Die BIP-Prognosen hängen natürlich direkt mit den geschätzten Steuereinnahmen zusammen. Ging man zu Jahresbeginn noch von einer Weiterführung des Budgetpfades mit einem Überschuss und weiterem Schuldenabbau aus, ist dies längst kein Thema mehr. Vom Stabilitätspakt mussten wir uns genauso verabschieden wie von der Erfüllung der Maastricht-Kriterien. War vor einer Woche im Rahmen der beamteten ÖKK-Runde noch von einem Minus der Ertragsanteile von 4,2 Prozent die Rede, sind wir diese Woche schon bei einem Minus von 7,3 Prozent.

Zum Vergleich: Im Jahr 2019 gingen noch rund elf Milliarden Euro an die Gemeinden. Dazu kommt noch das Minus bei der Kommunalsteuer für jene Gemeinden die über ein Kommunalsteueraufkommen verfügt haben. Aufwendungen für Personal im Kindergarten und in der Schule standen keine Einnahmen gegenüber. Das Wegbrechen der Einnahmen im Dienstleistungs- und Wirtschaftsbereich der Gemeinden belastet die Gemeindebudgets genauso. Befürchtungen werden auch schon laut, dass die Umlagen (Krankenhaus, Sozialhilfe) steigen werden.

Auch hier gilt: Dass sind alles nur Prognosen, Exakt wissen werden wir es am Ende des Jahres.
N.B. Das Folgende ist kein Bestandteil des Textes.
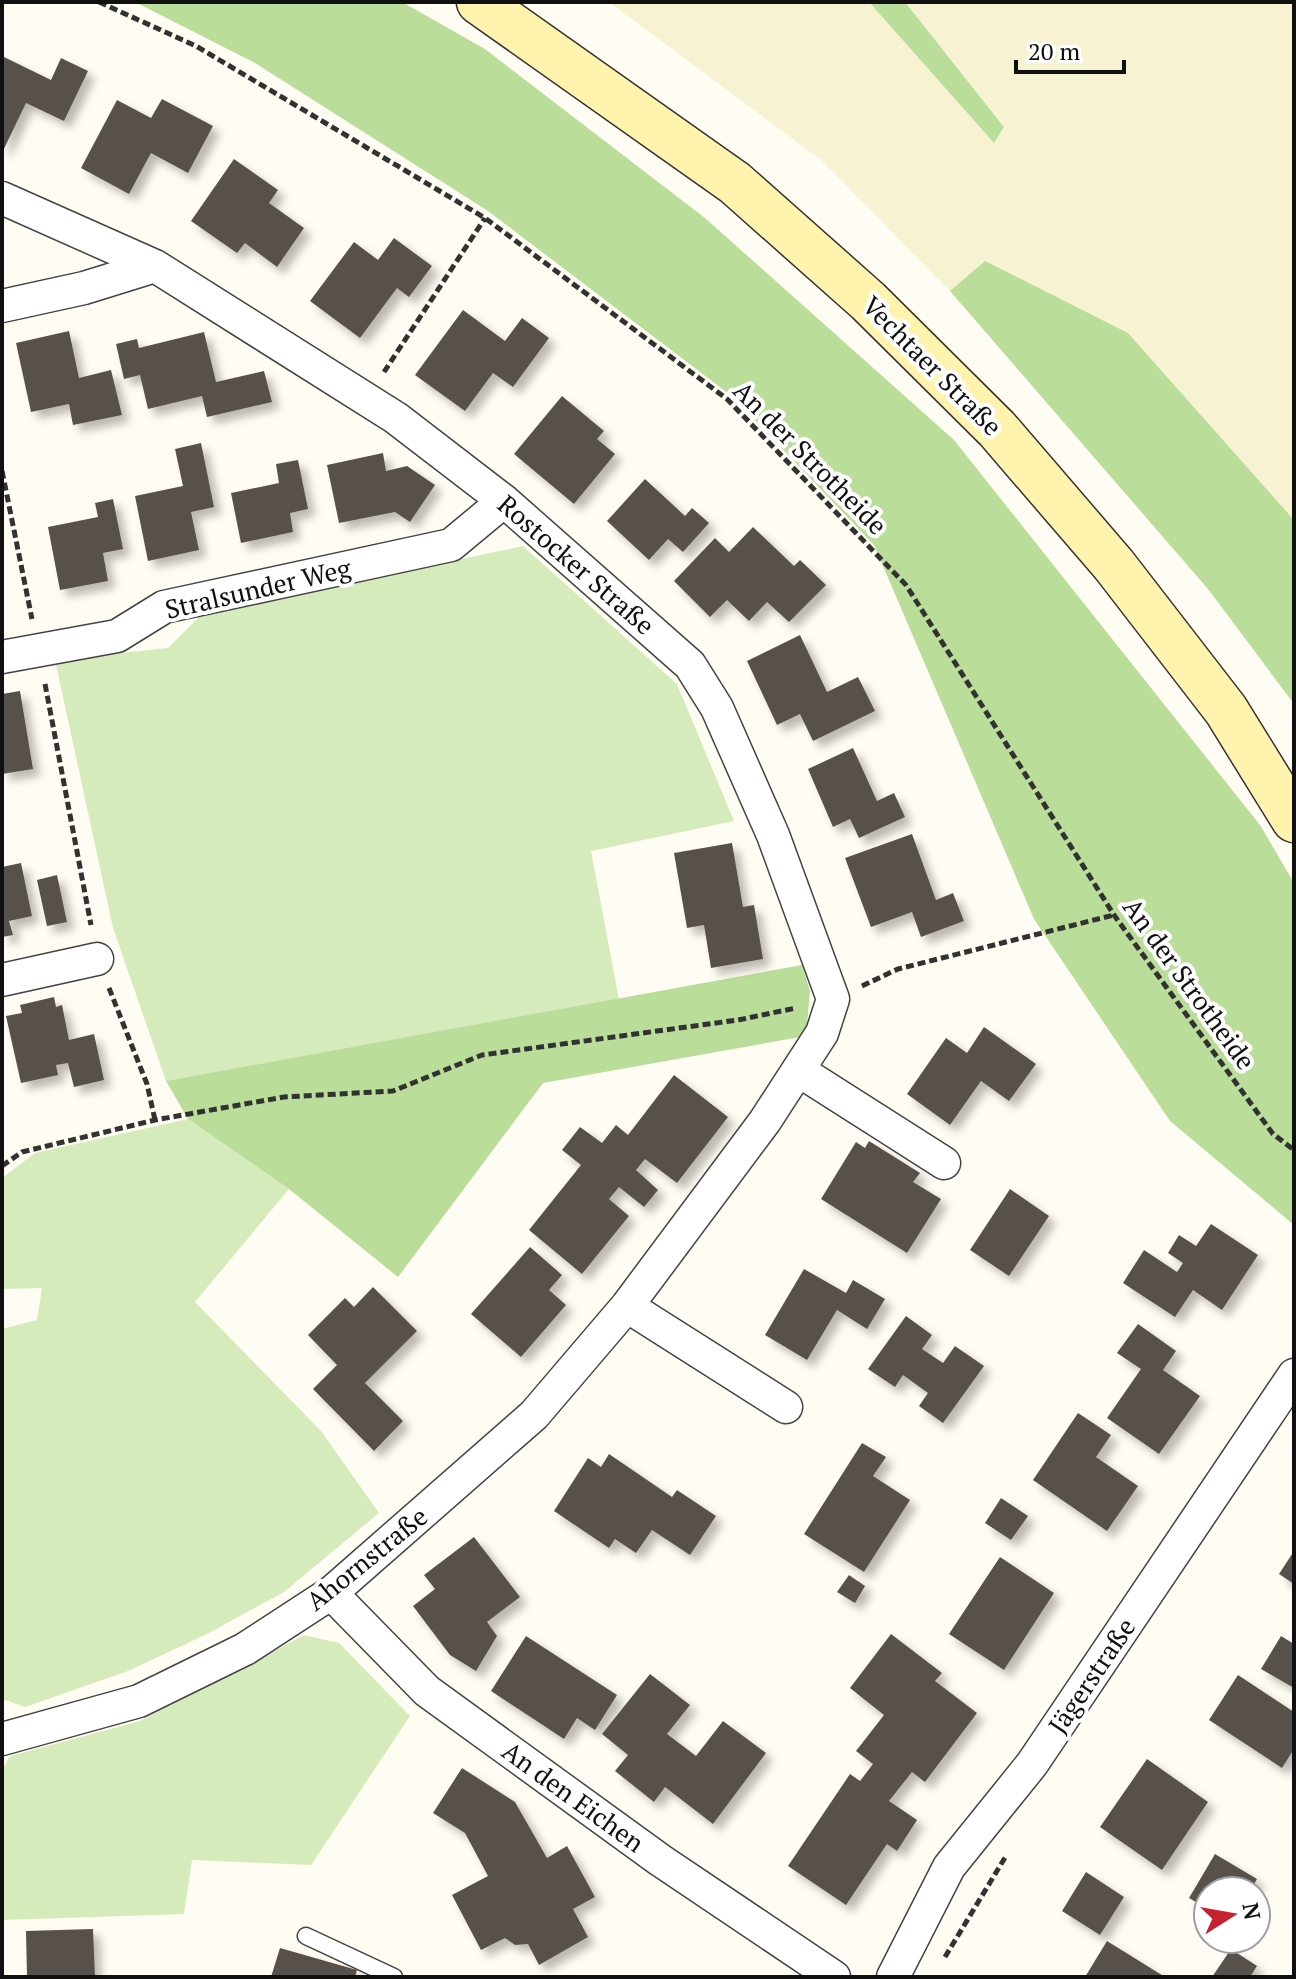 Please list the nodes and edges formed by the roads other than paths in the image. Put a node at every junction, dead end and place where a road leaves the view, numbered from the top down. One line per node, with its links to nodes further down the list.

Sicher und schon spürbar sind hingegen die Einbrüche bei den Vorschüssen zu den Ertragsanteilen beginnend ab April und das Minus bei der Kommunalsteuer. Hier bedarf es entsprechender Unterstützung für die Gemeinden: ein kommunales Investitionspaket und Möglichkeiten, wie Liquiditätsprobleme beseitigt werden können. Das hat auch das Präsidium des Gemeindebundes in einer Resolution zum Ausdruck gebracht. Der Bund und die Länder sind gefordert, hier ihren Beitrag zu leisten, um die Unsicherheiten zumindest abzumildern. Entscheidungen sind auch hier trotz Unsicherheit gefragt. Die genauen Folgen werden wir sowohl bei der Pandemie als auch bei den Finanzen allerdings erst im Nachhinein feststellen können.